### DATA SUPPLIED

########

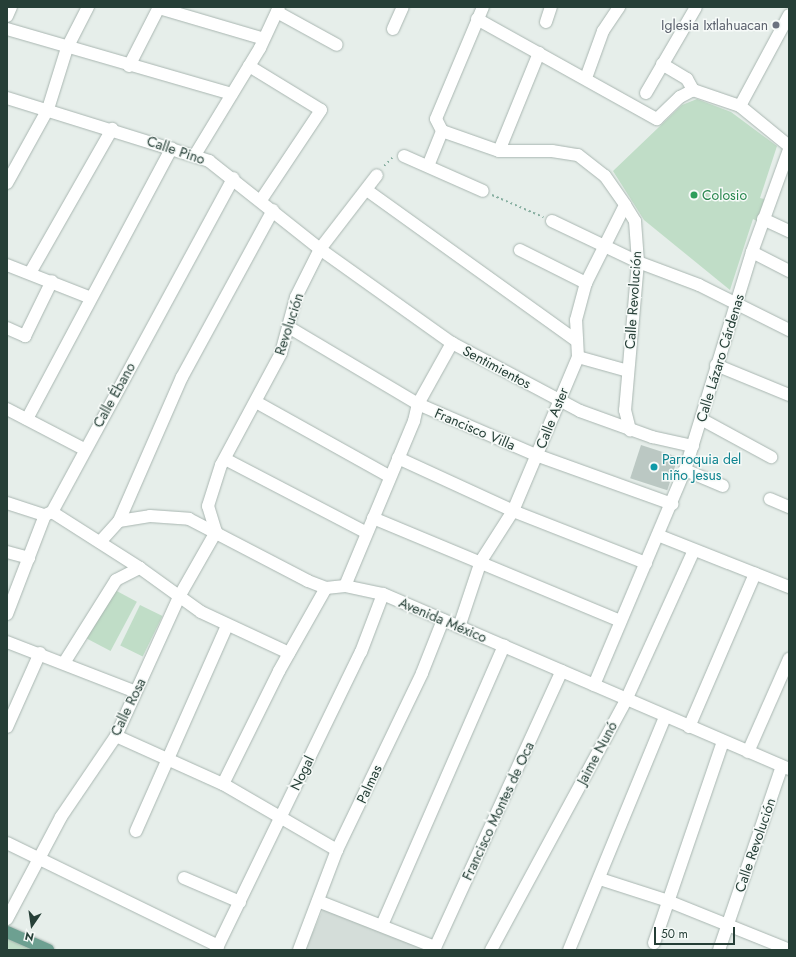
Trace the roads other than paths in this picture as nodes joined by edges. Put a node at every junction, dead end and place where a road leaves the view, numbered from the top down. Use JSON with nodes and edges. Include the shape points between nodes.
{"nodes":[{"id":1,"x":12,"y":7,"type":"edge"},
{"id":2,"x":88,"y":7,"type":"edge"},
{"id":3,"x":159,"y":7,"type":"edge"},
{"id":4,"x":483,"y":7,"type":"edge"},
{"id":5,"x":551,"y":7,"type":"edge"},
{"id":6,"x":619,"y":7,"type":"edge"},
{"id":7,"x":696,"y":7,"type":"edge"},
{"id":8,"x":399,"y":8,"type":"edge"},
{"id":9,"x":278,"y":9,"type":"edge"},
{"id":10,"x":789,"y":15,"type":"edge"},
{"id":11,"x":7,"y":16,"type":"edge"},
{"id":12,"x":477,"y":19,"type":"junction"},
{"id":13,"x":546,"y":22,"type":"dead end"},
{"id":14,"x":7,"y":29,"type":"edge"},
{"id":15,"x":393,"y":30,"type":"dead end"},
{"id":16,"x":264,"y":39,"type":"junction"},
{"id":17,"x":337,"y":45,"type":"dead end"},
{"id":18,"x":66,"y":48,"type":"junction"},
{"id":19,"x":539,"y":53,"type":"junction"},
{"id":20,"x":662,"y":64,"type":"junction"},
{"id":21,"x":129,"y":66,"type":"junction"},
{"id":22,"x":249,"y":66,"type":"junction"},
{"id":23,"x":586,"y":78,"type":"junction"},
{"id":24,"x":693,"y":90,"type":"junction"},
{"id":25,"x":646,"y":93,"type":"dead end"},
{"id":26,"x":232,"y":94,"type":"junction"},
{"id":27,"x":7,"y":98,"type":"edge"},
{"id":28,"x":740,"y":106,"type":"junction"},
{"id":29,"x":48,"y":109,"type":"junction"},
{"id":30,"x":112,"y":129,"type":"junction"},
{"id":31,"x":442,"y":131,"type":"junction"},
{"id":32,"x":789,"y":146,"type":"edge"},
{"id":33,"x":172,"y":148,"type":"junction"},
{"id":34,"x":789,"y":150,"type":"edge"},
{"id":35,"x":499,"y":151,"type":"junction"},
{"id":36,"x":195,"y":155,"type":"junction"},
{"id":37,"x":404,"y":156,"type":"road end"},
{"id":38,"x":428,"y":166,"type":"junction"},
{"id":39,"x":786,"y":166,"type":"edge"},
{"id":40,"x":377,"y":175,"type":"road end"},
{"id":41,"x":233,"y":178,"type":"junction"},
{"id":42,"x":7,"y":183,"type":"edge"},
{"id":43,"x":368,"y":191,"type":"junction"},
{"id":44,"x":483,"y":191,"type":"road end"},
{"id":45,"x":261,"y":200,"type":"junction"},
{"id":46,"x":625,"y":204,"type":"junction"},
{"id":47,"x":273,"y":210,"type":"junction"},
{"id":48,"x":763,"y":219,"type":"junction"},
{"id":49,"x":552,"y":221,"type":"road end"},
{"id":50,"x":789,"y":231,"type":"edge"},
{"id":51,"x":602,"y":246,"type":"junction"},
{"id":52,"x":320,"y":249,"type":"junction"},
{"id":53,"x":520,"y":250,"type":"dead end"},
{"id":54,"x":752,"y":252,"type":"junction"},
{"id":55,"x":638,"y":262,"type":"junction"},
{"id":56,"x":7,"y":265,"type":"edge"},
{"id":57,"x":789,"y":271,"type":"edge"},
{"id":58,"x":30,"y":273,"type":"junction"},
{"id":59,"x":52,"y":281,"type":"junction"},
{"id":60,"x":586,"y":283,"type":"junction"},
{"id":61,"x":91,"y":298,"type":"junction"},
{"id":62,"x":736,"y":304,"type":"junction"},
{"id":63,"x":7,"y":328,"type":"edge"},
{"id":64,"x":290,"y":328,"type":"junction"},
{"id":65,"x":789,"y":330,"type":"edge"},
{"id":66,"x":577,"y":341,"type":"junction"},
{"id":67,"x":452,"y":343,"type":"junction"},
{"id":68,"x":578,"y":357,"type":"junction"},
{"id":69,"x":716,"y":365,"type":"junction"},
{"id":70,"x":628,"y":371,"type":"junction"},
{"id":71,"x":789,"y":395,"type":"edge"},
{"id":72,"x":558,"y":400,"type":"junction"},
{"id":73,"x":256,"y":402,"type":"junction"},
{"id":74,"x":418,"y":404,"type":"junction"},
{"id":75,"x":7,"y":409,"type":"edge"},
{"id":76,"x":28,"y":419,"type":"junction"},
{"id":77,"x":701,"y":419,"type":"junction"},
{"id":78,"x":630,"y":430,"type":"junction"},
{"id":79,"x":693,"y":446,"type":"junction"},
{"id":80,"x":84,"y":449,"type":"junction"},
{"id":81,"x":536,"y":455,"type":"junction"},
{"id":82,"x":771,"y":457,"type":"dead end"},
{"id":83,"x":398,"y":458,"type":"junction"},
{"id":84,"x":225,"y":459,"type":"junction"},
{"id":85,"x":685,"y":470,"type":"junction"},
{"id":86,"x":389,"y":476,"type":"junction"},
{"id":87,"x":723,"y":486,"type":"dead end"},
{"id":88,"x":770,"y":499,"type":"dead end"},
{"id":89,"x":7,"y":503,"type":"edge"},
{"id":90,"x":672,"y":504,"type":"junction"},
{"id":91,"x":789,"y":507,"type":"edge"},
{"id":92,"x":513,"y":511,"type":"junction"},
{"id":93,"x":48,"y":514,"type":"junction"},
{"id":94,"x":372,"y":518,"type":"junction"},
{"id":95,"x":119,"y":521,"type":"junction"},
{"id":96,"x":216,"y":532,"type":"junction"},
{"id":97,"x":365,"y":532,"type":"junction"},
{"id":98,"x":660,"y":536,"type":"junction"},
{"id":99,"x":100,"y":542,"type":"junction"},
{"id":100,"x":7,"y":552,"type":"edge"},
{"id":101,"x":694,"y":552,"type":"junction"},
{"id":102,"x":29,"y":558,"type":"junction"},
{"id":103,"x":481,"y":561,"type":"junction"},
{"id":104,"x":646,"y":563,"type":"junction"},
{"id":105,"x":140,"y":568,"type":"junction"},
{"id":106,"x":755,"y":574,"type":"junction"},
{"id":107,"x":345,"y":586,"type":"junction"},
{"id":108,"x":326,"y":588,"type":"junction"},
{"id":109,"x":789,"y":588,"type":"edge"},
{"id":110,"x":383,"y":594,"type":"junction"},
{"id":111,"x":180,"y":595,"type":"junction"},
{"id":112,"x":7,"y":614,"type":"edge"},
{"id":113,"x":443,"y":620,"type":"junction"},
{"id":114,"x":620,"y":620,"type":"junction"},
{"id":115,"x":227,"y":626,"type":"junction"},
{"id":116,"x":460,"y":627,"type":"junction"},
{"id":117,"x":7,"y":642,"type":"edge"},
{"id":118,"x":504,"y":646,"type":"junction"},
{"id":119,"x":289,"y":653,"type":"junction"},
{"id":120,"x":40,"y":654,"type":"junction"},
{"id":121,"x":789,"y":659,"type":"edge"},
{"id":122,"x":64,"y":663,"type":"junction"},
{"id":123,"x":562,"y":671,"type":"junction"},
{"id":124,"x":594,"y":686,"type":"junction"},
{"id":125,"x":136,"y":692,"type":"junction"},
{"id":126,"x":626,"y":700,"type":"junction"},
{"id":127,"x":666,"y":716,"type":"junction"},
{"id":128,"x":7,"y":727,"type":"edge"},
{"id":129,"x":689,"y":727,"type":"junction"},
{"id":130,"x":116,"y":736,"type":"junction"},
{"id":131,"x":723,"y":741,"type":"junction"},
{"id":132,"x":748,"y":752,"type":"junction"},
{"id":133,"x":167,"y":758,"type":"junction"},
{"id":134,"x":786,"y":768,"type":"edge"},
{"id":135,"x":223,"y":784,"type":"junction"},
{"id":136,"x":280,"y":818,"type":"junction"},
{"id":137,"x":136,"y":831,"type":"dead end"},
{"id":138,"x":7,"y":843,"type":"edge"},
{"id":139,"x":337,"y":850,"type":"junction"},
{"id":140,"x":39,"y":858,"type":"junction"},
{"id":141,"x":184,"y":878,"type":"dead end"},
{"id":142,"x":600,"y":879,"type":"junction"},
{"id":143,"x":318,"y":901,"type":"junction"},
{"id":144,"x":668,"y":901,"type":"junction"},
{"id":145,"x":240,"y":902,"type":"junction"},
{"id":146,"x":7,"y":919,"type":"edge"},
{"id":147,"x":728,"y":924,"type":"junction"},
{"id":148,"x":382,"y":925,"type":"junction"},
{"id":149,"x":8,"y":935,"type":"edge"},
{"id":150,"x":654,"y":943,"type":"dead end"},
{"id":151,"x":786,"y":946,"type":"edge"},
{"id":152,"x":217,"y":948,"type":"edge"},
{"id":153,"x":435,"y":948,"type":"edge"},
{"id":154,"x":48,"y":950,"type":"edge"},
{"id":155,"x":299,"y":950,"type":"edge"},
{"id":156,"x":491,"y":950,"type":"edge"},
{"id":157,"x":569,"y":950,"type":"edge"},
{"id":158,"x":719,"y":950,"type":"edge"}],
"edges":[{"from":1,"to":11,"type":"street"},
{"from":2,"to":18,"type":"street"},
{"from":3,"to":16,"type":"street"},
{"from":3,"to":21,"type":"street"},
{"from":4,"to":12,"type":"street"},
{"from":5,"to":13,"type":"street"},
{"from":6,"to":23,"type":"street","via":[[603,31]]},
{"from":7,"to":20,"type":"street"},
{"from":8,"to":15,"type":"street"},
{"from":9,"to":16,"type":"street"},
{"from":9,"to":17,"type":"street"},
{"from":10,"to":28,"type":"street"},
{"from":12,"to":19,"type":"street"},
{"from":12,"to":31,"type":"street","via":[[436,118]]},
{"from":14,"to":18,"type":"street"},
{"from":16,"to":22,"type":"street"},
{"from":18,"to":21,"type":"street"},
{"from":18,"to":29,"type":"street"},
{"from":19,"to":23,"type":"street"},
{"from":19,"to":35,"type":"street"},
{"from":20,"to":24,"type":"street","via":[[688,79]]},
{"from":20,"to":25,"type":"street"},
{"from":21,"to":26,"type":"street"},
{"from":22,"to":26,"type":"street"},
{"from":22,"to":45,"type":"street","via":[[321,110]]},
{"from":23,"to":24,"type":"street","via":[[658,119],[680,97]]},
{"from":24,"to":28,"type":"street"},
{"from":26,"to":36,"type":"street"},
{"from":27,"to":29,"type":"street","name":"Calle Pino"},
{"from":28,"to":32,"type":"street"},
{"from":29,"to":30,"type":"street","name":"Calle Pino"},
{"from":29,"to":42,"type":"street"},
{"from":30,"to":33,"type":"street","name":"Calle Pino"},
{"from":30,"to":58,"type":"street"},
{"from":31,"to":35,"type":"street","name":"Calle Revolución"},
{"from":31,"to":38,"type":"street"},
{"from":33,"to":36,"type":"street","name":"Calle Pino"},
{"from":33,"to":61,"type":"street"},
{"from":34,"to":39,"type":"street","name":"Calle Lázaro Cárdenas"},
{"from":35,"to":46,"type":"street","name":"Calle Revolución","via":[[552,151],[578,155],[605,176]]},
{"from":36,"to":41,"type":"street","name":"Calle Pino"},
{"from":37,"to":38,"type":"street"},
{"from":38,"to":44,"type":"street"},
{"from":39,"to":48,"type":"street","name":"Calle Lázaro Cárdenas"},
{"from":40,"to":43,"type":"street","name":"Revolución"},
{"from":41,"to":45,"type":"street","name":"Calle Pino"},
{"from":41,"to":80,"type":"street","name":"Calle Ébano"},
{"from":43,"to":52,"type":"street","name":"Revolución"},
{"from":43,"to":66,"type":"street"},
{"from":45,"to":47,"type":"street","name":"Calle Pino"},
{"from":46,"to":51,"type":"street","name":"Calle Aster"},
{"from":46,"to":55,"type":"street","name":"Calle Revolución","via":[[635,221]]},
{"from":47,"to":52,"type":"street","name":"Calle Pino"},
{"from":47,"to":95,"type":"street","via":[[182,377]]},
{"from":48,"to":50,"type":"street"},
{"from":48,"to":54,"type":"street","name":"Calle Lázaro Cárdenas"},
{"from":49,"to":51,"type":"street"},
{"from":51,"to":55,"type":"street"},
{"from":51,"to":60,"type":"street","name":"Calle Aster"},
{"from":52,"to":64,"type":"street","name":"Revolución","via":[[296,297]]},
{"from":52,"to":67,"type":"street","name":"Sentimientos"},
{"from":53,"to":60,"type":"street"},
{"from":54,"to":57,"type":"street"},
{"from":54,"to":62,"type":"street","name":"Calle Lázaro Cárdenas"},
{"from":55,"to":62,"type":"street","via":[[699,285]]},
{"from":55,"to":70,"type":"street","name":"Calle Revolución"},
{"from":56,"to":58,"type":"street"},
{"from":58,"to":59,"type":"street"},
{"from":59,"to":61,"type":"street"},
{"from":59,"to":63,"type":"street","via":[[25,336]]},
{"from":60,"to":66,"type":"street","name":"Calle Aster","via":[[576,320]]},
{"from":61,"to":76,"type":"street"},
{"from":62,"to":65,"type":"street"},
{"from":62,"to":69,"type":"street","name":"Calle Lázaro Cárdenas"},
{"from":64,"to":73,"type":"street","name":"Revolución"},
{"from":64,"to":74,"type":"street","name":"Francisco Villa"},
{"from":66,"to":68,"type":"street","name":"Calle Aster"},
{"from":67,"to":72,"type":"street","name":"Sentimientos"},
{"from":67,"to":74,"type":"street"},
{"from":68,"to":70,"type":"street"},
{"from":68,"to":72,"type":"street","name":"Calle Aster"},
{"from":69,"to":71,"type":"street"},
{"from":69,"to":77,"type":"street","name":"Calle Lázaro Cárdenas"},
{"from":70,"to":78,"type":"street","name":"Calle Revolución","via":[[625,410]]},
{"from":72,"to":78,"type":"street","name":"Sentimientos"},
{"from":72,"to":81,"type":"street","name":"Calle Aster"},
{"from":73,"to":84,"type":"street","name":"Revolución"},
{"from":73,"to":86,"type":"street"},
{"from":74,"to":81,"type":"street","name":"Francisco Villa"},
{"from":74,"to":83,"type":"street"},
{"from":75,"to":76,"type":"street"},
{"from":76,"to":80,"type":"street"},
{"from":77,"to":79,"type":"street","name":"Calle Lázaro Cárdenas"},
{"from":77,"to":82,"type":"street"},
{"from":78,"to":79,"type":"street","name":"Sentimientos"},
{"from":79,"to":85,"type":"street","name":"Calle Lázaro Cárdenas"},
{"from":80,"to":93,"type":"street","name":"Calle Ébano"},
{"from":81,"to":90,"type":"street","name":"Francisco Villa"},
{"from":81,"to":92,"type":"street","name":"Calle Aster"},
{"from":83,"to":86,"type":"street"},
{"from":83,"to":92,"type":"street"},
{"from":84,"to":96,"type":"street","name":"Revolución","via":[[208,506]]},
{"from":84,"to":97,"type":"street"},
{"from":85,"to":87,"type":"street"},
{"from":85,"to":90,"type":"street","name":"Calle Lázaro Cárdenas"},
{"from":86,"to":94,"type":"street"},
{"from":88,"to":91,"type":"street"},
{"from":89,"to":93,"type":"street"},
{"from":90,"to":98,"type":"street","name":"Calle Lázaro Cárdenas"},
{"from":92,"to":103,"type":"street","name":"Calle Aster"},
{"from":92,"to":104,"type":"street"},
{"from":93,"to":99,"type":"street"},
{"from":93,"to":102,"type":"street","name":"Calle Ébano"},
{"from":94,"to":97,"type":"street"},
{"from":94,"to":103,"type":"street"},
{"from":95,"to":96,"type":"street","via":[[174,515]]},
{"from":95,"to":99,"type":"street"},
{"from":96,"to":108,"type":"street"},
{"from":96,"to":111,"type":"street","name":"Calle Rosa"},
{"from":97,"to":107,"type":"street"},
{"from":98,"to":101,"type":"street"},
{"from":98,"to":104,"type":"street","name":"Calle Lázaro Cárdenas"},
{"from":99,"to":105,"type":"street"},
{"from":100,"to":102,"type":"street"},
{"from":101,"to":106,"type":"street"},
{"from":101,"to":126,"type":"street","name":"Jaime Nunó"},
{"from":102,"to":112,"type":"street","name":"Calle Ébano"},
{"from":103,"to":114,"type":"street"},
{"from":103,"to":116,"type":"street","name":"Calle Aster"},
{"from":104,"to":114,"type":"street","name":"Calle Lázaro Cárdenas"},
{"from":105,"to":111,"type":"street"},
{"from":105,"to":122,"type":"street","via":[[116,580]]},
{"from":106,"to":109,"type":"street"},
{"from":106,"to":129,"type":"street"},
{"from":107,"to":108,"type":"street","name":"Avenida México"},
{"from":107,"to":110,"type":"street","name":"Avenida México"},
{"from":108,"to":119,"type":"street"},
{"from":110,"to":113,"type":"street","name":"Avenida México"},
{"from":110,"to":136,"type":"street","name":"Nogal","via":[[361,652]]},
{"from":111,"to":115,"type":"street"},
{"from":111,"to":125,"type":"street","name":"Calle Rosa"},
{"from":113,"to":116,"type":"street","name":"Avenida México"},
{"from":113,"to":139,"type":"street","name":"Palmas","via":[[422,673]]},
{"from":114,"to":124,"type":"street","name":"Calle Lázaro Cárdenas"},
{"from":115,"to":119,"type":"street"},
{"from":115,"to":133,"type":"street"},
{"from":116,"to":118,"type":"street","name":"Avenida México"},
{"from":117,"to":120,"type":"street"},
{"from":118,"to":123,"type":"street","name":"Avenida México"},
{"from":118,"to":148,"type":"street"},
{"from":119,"to":135,"type":"street"},
{"from":120,"to":122,"type":"street"},
{"from":120,"to":128,"type":"street"},
{"from":121,"to":132,"type":"street"},
{"from":122,"to":125,"type":"street"},
{"from":123,"to":124,"type":"street","name":"Avenida México"},
{"from":123,"to":153,"type":"street","name":"Francisco Montes de Oca"},
{"from":124,"to":126,"type":"street","name":"Avenida México"},
{"from":125,"to":130,"type":"street","name":"Calle Rosa"},
{"from":126,"to":127,"type":"street","name":"Avenida México"},
{"from":126,"to":156,"type":"street","name":"Jaime Nunó"},
{"from":127,"to":129,"type":"street","name":"Avenida México"},
{"from":127,"to":142,"type":"street"},
{"from":129,"to":131,"type":"street","name":"Avenida México"},
{"from":130,"to":133,"type":"street"},
{"from":130,"to":140,"type":"street","name":"Calle Rosa","via":[[61,817]]},
{"from":131,"to":132,"type":"street","name":"Avenida México"},
{"from":131,"to":144,"type":"street"},
{"from":132,"to":134,"type":"street","name":"Avenida México"},
{"from":133,"to":135,"type":"street"},
{"from":133,"to":137,"type":"street"},
{"from":134,"to":147,"type":"street","name":"Calle Revolución"},
{"from":135,"to":136,"type":"street"},
{"from":136,"to":139,"type":"street"},
{"from":136,"to":145,"type":"street","name":"Nogal"},
{"from":138,"to":140,"type":"street"},
{"from":139,"to":143,"type":"street","name":"Palmas"},
{"from":140,"to":146,"type":"street","name":"Calle Rosa"},
{"from":140,"to":152,"type":"street"},
{"from":141,"to":145,"type":"street"},
{"from":142,"to":144,"type":"street"},
{"from":142,"to":157,"type":"street"},
{"from":143,"to":148,"type":"street"},
{"from":143,"to":155,"type":"street","name":"Palmas"},
{"from":144,"to":147,"type":"street"},
{"from":144,"to":150,"type":"street"},
{"from":145,"to":152,"type":"street","name":"Nogal"},
{"from":147,"to":151,"type":"street"},
{"from":147,"to":158,"type":"street","name":"Calle Revolución"},
{"from":148,"to":153,"type":"street"},
{"from":149,"to":154,"type":"main road"}]}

########

### THE TASK
Find the string "Villa" in the data. Report each line it appears in.

### SOLUTION TO THE PROBLEM
{"from":64,"to":74,"type":"street","name":"Francisco Villa"},
{"from":74,"to":81,"type":"street","name":"Francisco Villa"},
{"from":81,"to":90,"type":"street","name":"Francisco Villa"},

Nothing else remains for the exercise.